Records drawn from a dataset:

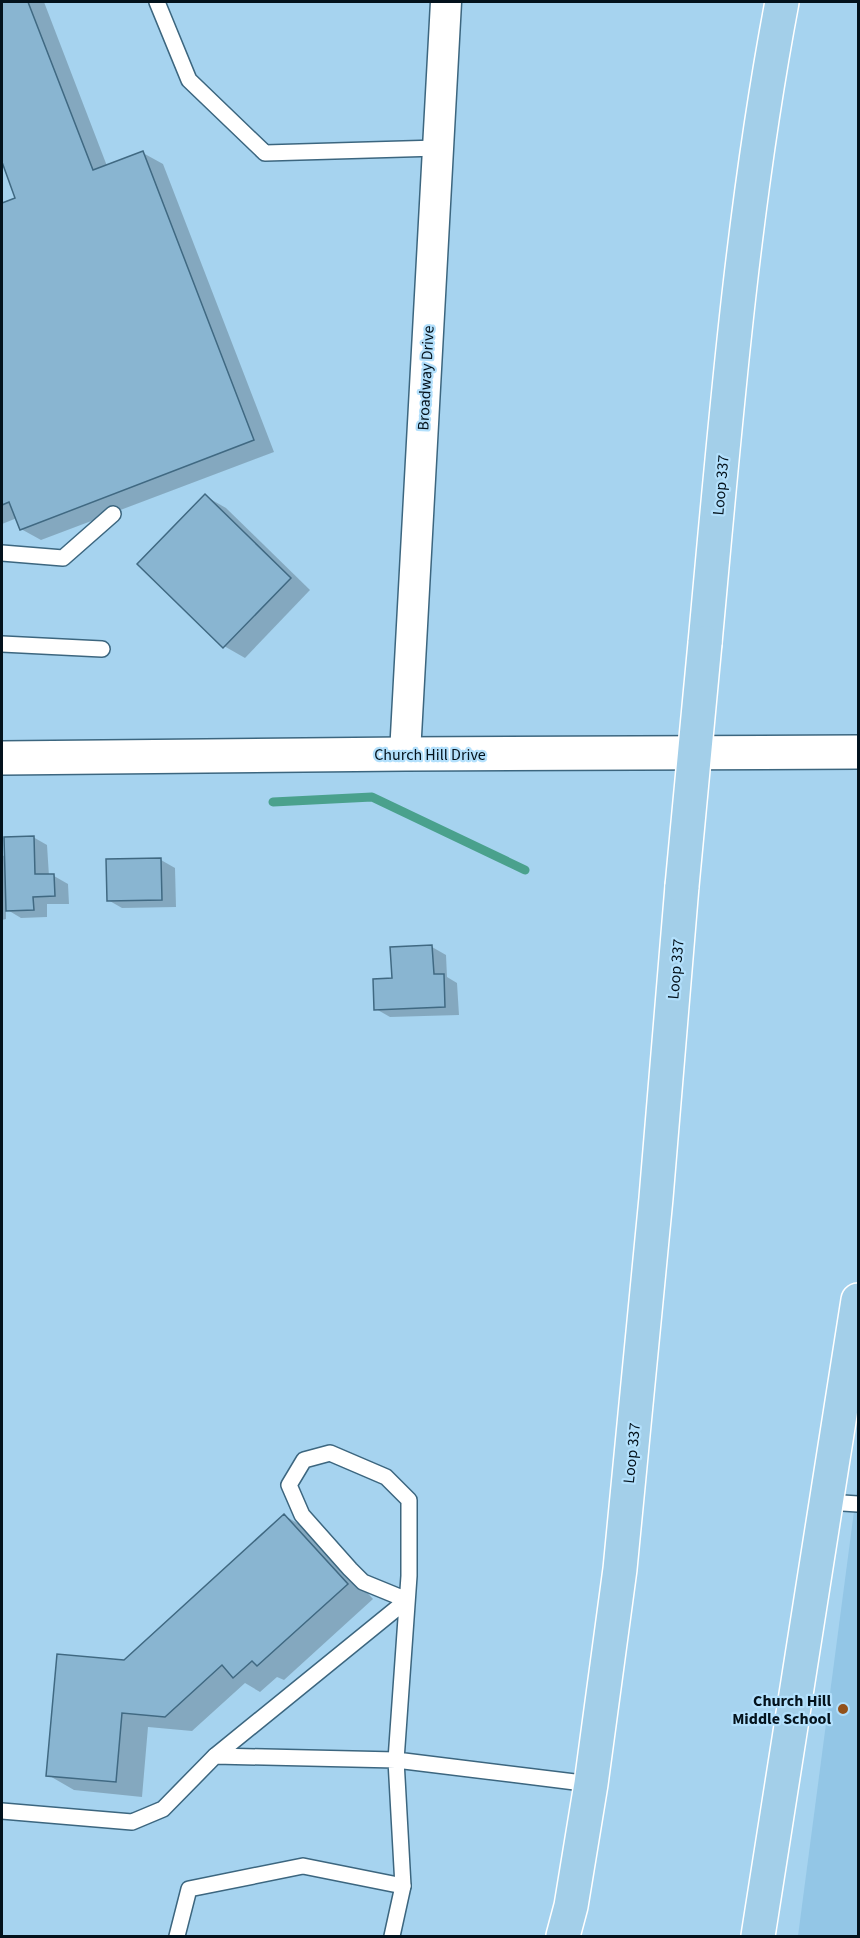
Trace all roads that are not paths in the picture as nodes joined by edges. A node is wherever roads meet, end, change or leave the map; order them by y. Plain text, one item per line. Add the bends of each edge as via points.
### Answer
1 (157, 2) edge
2 (446, 2) edge
3 (782, 2) edge
4 (438, 148) junction
5 (113, 514) dead end
6 (2, 553) edge
7 (2, 644) edge
8 (102, 648) dead end
9 (858, 752) edge
10 (405, 754) junction
11 (2, 758) edge
12 (858, 1300) edge
13 (843, 1503) edge
14 (407, 1600) junction
15 (215, 1756) junction
16 (396, 1760) junction
17 (591, 1784) junction
18 (2, 1811) edge
19 (403, 1886) junction
20 (177, 1936) edge
21 (392, 1936) edge
22 (563, 1936) edge
23 (758, 1936) edge

1 - 4 lane via 189,80 265,153
2 - 4 street, Broadway Drive
3 - 17 main road, Loop 337, bridge via 747,222 729,383 621,1557
4 - 10 street, Broadway Drive
5 - 6 lane via 63,558
7 - 8 lane
9 - 10 street, Church Hill Drive
10 - 11 street, Church Hill Drive
12 - 13 main road
13 - 23 main road
14 - 14 lane via 409,1500 386,1477 330,1453 304,1460 289,1485 302,1515 363,1582
14 - 15 lane
14 - 16 lane
15 - 16 lane
15 - 18 lane via 163,1809 132,1822
16 - 17 lane
16 - 19 lane
17 - 22 main road, Loop 337
19 - 20 lane via 303,1866 189,1889
19 - 21 lane

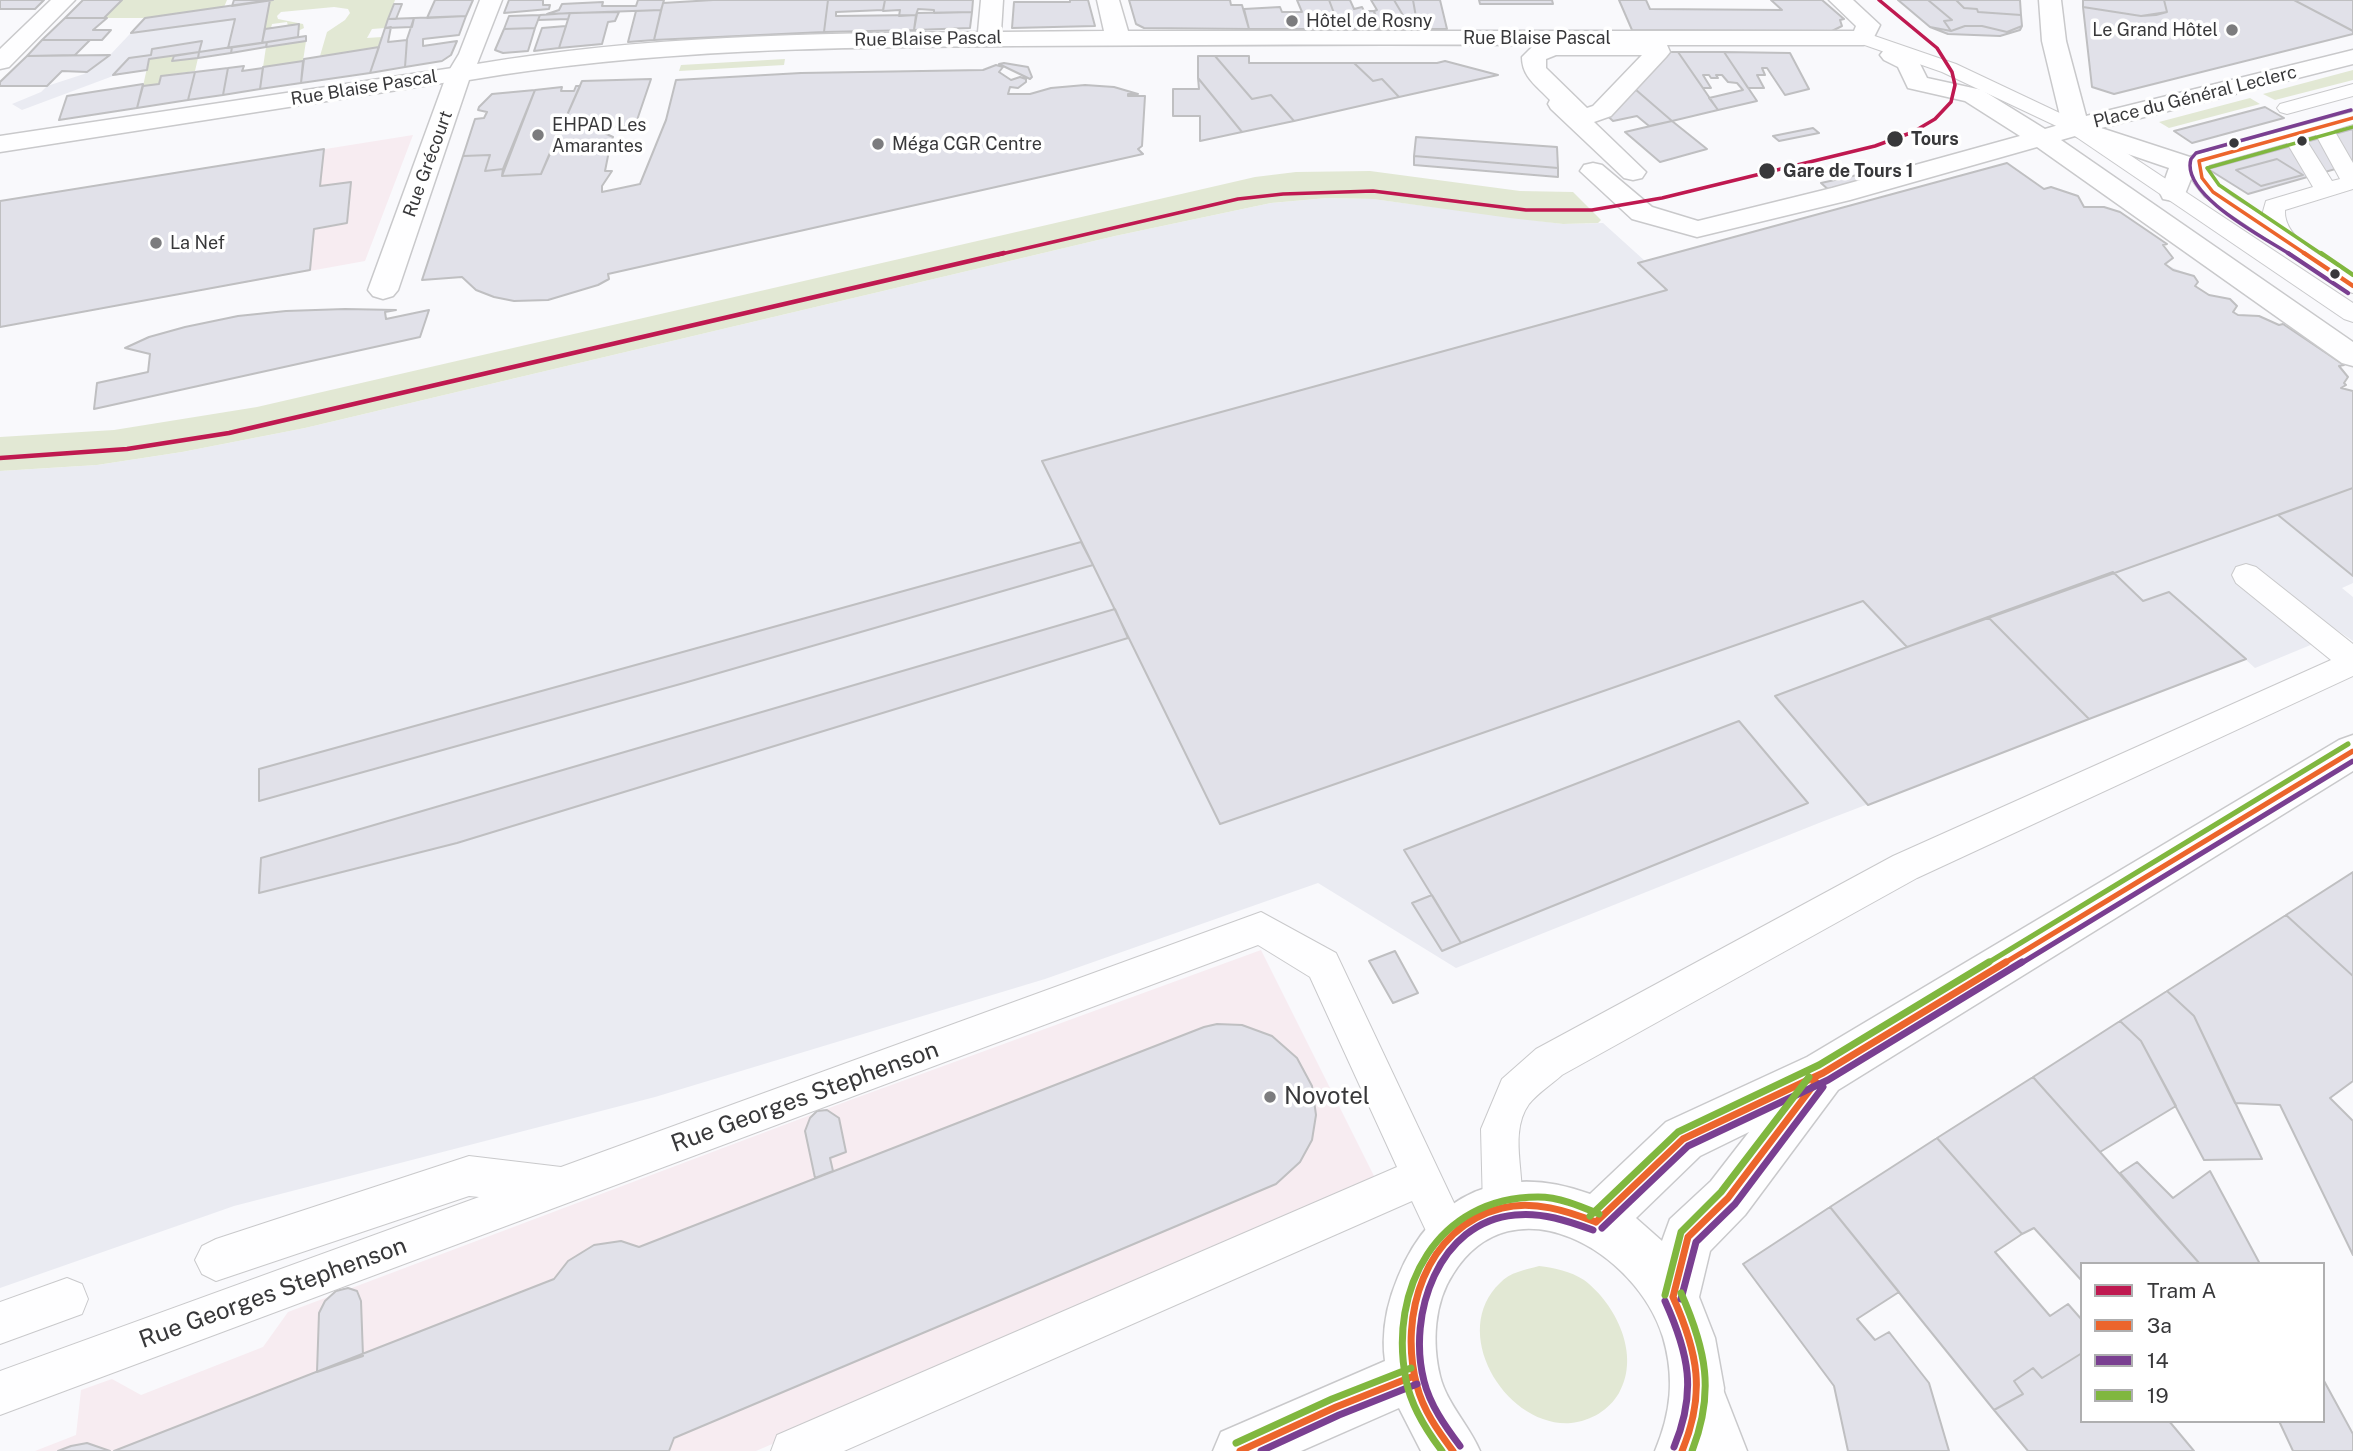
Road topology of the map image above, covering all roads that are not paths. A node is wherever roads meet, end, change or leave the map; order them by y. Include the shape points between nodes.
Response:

* WORK INSTRUCTIONS *
Output nothing but the line containing "Road topology of" and each line after it in the entries above, exactly as written.

* TASK ANSWER *
Road topology of the map image above, covering all roads that are not paths. A node is wherever roads meet, end, change or leave the map; order them by y. Include the shape points between nodes.
Response:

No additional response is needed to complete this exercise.